Ismail SA, Khella NAH, Abou-Taleb DAE
Dermatologic therapy. 2022;:e15925
Abstract
INTRODUCTION Acne scarring usually causes cosmetic and psychological problems. Our aim of the study was to compare the efficacy of microneedling alone, intradermal injection of platelet rich plasma (PRP) alone and combined microneedling with PRP in the treatment of atrophic post-acne scars. PATIENTS AND METHODS Thirty adult patients with facial post-acne scars were randomly recruited and divided into two groups: A and B. Group A: included 15 patients; the left sides of their faces were treated with microneedling by dermapen followed by PRP while on the right side of the faces microneedling alone was performed.

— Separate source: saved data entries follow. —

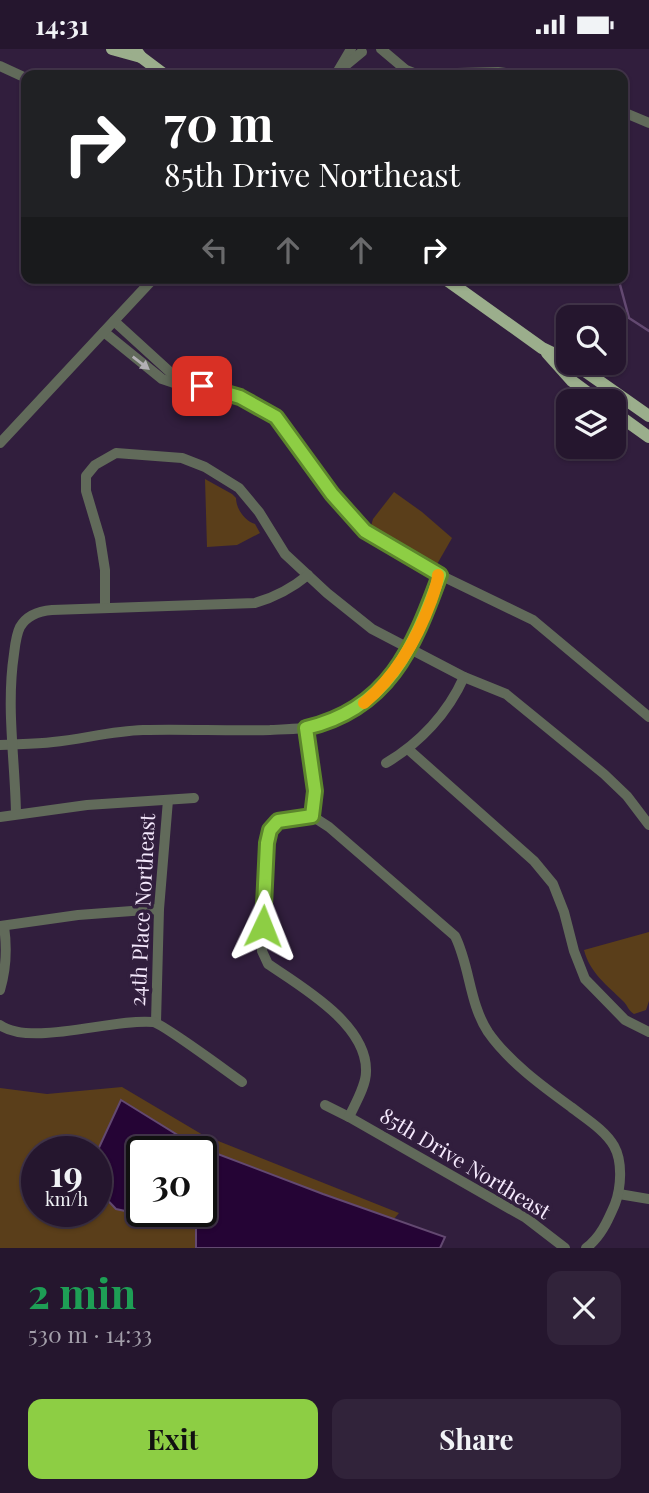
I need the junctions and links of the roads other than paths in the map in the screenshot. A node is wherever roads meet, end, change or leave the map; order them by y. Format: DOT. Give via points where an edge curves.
graph roads {
  1 [pos="113,49"];
  2 [pos="381,49"];
  3 [pos="357,50"];
  4 [pos="138,53"];
  5 [pos="0,67"];
  6 [pos="159,70"];
  7 [pos="339,70"];
  8 [pos="408,70"];
  9 [pos="21,76"];
  10 [pos="628,114"];
  11 [pos="649,123"];
  12 [pos="148,284"];
  13 [pos="452,284"];
  14 [pos="114,321"];
  15 [pos="104,333"];
  16 [pos="542,348"];
  17 [pos="556,354"];
  18 [pos="590,375"];
  19 [pos="182,383"];
  20 [pos="583,389"];
  21 [pos="649,416"];
  22 [pos="626,421"];
  23 [pos="649,437"];
  24 [pos="0,443"];
  25 [pos="308,575"];
  26 [pos="440,575"];
  27 [pos="104,608"];
  28 [pos="408,649"];
  29 [pos="6,671"];
  30 [pos="464,677"];
  31 [pos="649,717"];
  32 [pos="306,728"];
  33 [pos="13,744"];
  34 [pos="0,745"];
  35 [pos="409,750"];
  36 [pos="386,764"];
  37 [pos="194,798"];
  38 [pos="168,800"];
  39 [pos="16,813"];
  40 [pos="312,816"];
  41 [pos="0,817"];
  42 [pos="649,825"];
  43 [pos="159,909"];
  44 [pos="2,926"];
  45 [pos="0,990"];
  46 [pos="649,1019"];
  47 [pos="156,1022"];
  48 [pos="0,1025"];
  49 [pos="646,1030"];
  50 [pos="242,1082"];
  51 [pos="325,1105"];
  52 [pos="349,1117"];
  53 [pos="619,1194"];
  54 [pos="649,1199"];
  55 [pos="565,1248"];
  56 [pos="586,1248"];
  1 -- 4 [label="main road"];
  2 -- 3 [label="street" via="373,54"];
  2 -- 8 [label="street"];
  3 -- 7 [label="street"];
  4 -- 6 [label="main road"];
  5 -- 9 [label="street"];
  10 -- 11 [label="street"];
  12 -- 14 [label="street"];
  13 -- 16 [label="main road"];
  14 -- 15 [label="street"];
  14 -- 19 [label="street"];
  15 -- 19 [label="street, one-way" via="162,379"];
  15 -- 24 [label="street"];
  16 -- 17 [label="main road"];
  16 -- 20 [label="main road"];
  18 -- 21 [label="main road"];
  19 -- 26 [label="street" via="216,388 276,417 365,531"];
  22 -- 23 [label="main road"];
  25 -- 27 [label="street" via="276,597 255,603"];
  25 -- 27 [label="street" via="285,554 253,504 222,476 182,458 116,453 86,476 100,538"];
  25 -- 28 [label="street" via="372,629"];
  26 -- 28 [label="street"];
  26 -- 31 [label="street" via="533,620"];
  27 -- 29 [label="street" via="41,611 29,617 20,627"];
  28 -- 30 [label="street"];
  28 -- 32 [label="street" via="379,691 356,709"];
  29 -- 33 [label="street"];
  30 -- 35 [label="street" via="444,712"];
  30 -- 42 [label="street" via="506,694 550,729 627,796"];
  32 -- 33 [label="street" via="142,730"];
  32 -- 40 [label="street" via="315,791"];
  33 -- 34 [label="street"];
  33 -- 39 [label="street"];
  35 -- 36 [label="street"];
  35 -- 49 [label="street" via="534,861 553,884 585,979 625,1020"];
  37 -- 38 [label="street"];
  38 -- 39 [label="street"];
  38 -- 43 [label="street, 24th Place Northeast"];
  39 -- 41 [label="street"];
  40 -- 52 [label="street, 85th Drive Northeast" via="278,821 270,830 262,951 268,964 340,1017 357,1038 367,1075"];
  40 -- 53 [label="street" via="455,936 486,1030 498,1046 615,1147"];
  43 -- 44 [label="street"];
  43 -- 47 [label="street, 24th Place Northeast"];
  44 -- 45 [label="street" via="6,938"];
  46 -- 49 [label="street"];
  47 -- 48 [label="street" via="22,1034"];
  47 -- 50 [label="street"];
  51 -- 52 [label="street"];
  52 -- 55 [label="street, 85th Drive Northeast" via="516,1212"];
  53 -- 54 [label="street"];
  53 -- 56 [label="street" via="607,1223"];
}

Group B: included 15 patients; the left sides of their faces were treated with microneedling by dermapen followed by PRP while the right sides of the faces were treated with intradermal injection of PRP. For both groups, the treatment session was repeated every 3 weeks until clearance of the atrophic acne scars or for 4 sessions maximally. This article is protected by copyright. All rights reserved. RESULTS Patients' evaluation was done pre-treatment and 3 weeks after the last session by photography, Goodman and Baron qualitative grading system and ECCA scale. By using all of these evaluation methods, group A showed that there was better improvement on the left side but without statistical significant difference. However, group B showed that there was a significant reduction in the total number of post-acne scars on the left side compared to the right side by using photographic assessment and ECCA grading scale. CONCLUSION Skin microneedling, PRP and combined microneedling with PRP are effective therapeutic modalities in atrophic post-acne scars treatment. However, combined microneedling with PRP gives better results and is better tolerated in all types of atrophic acne scars.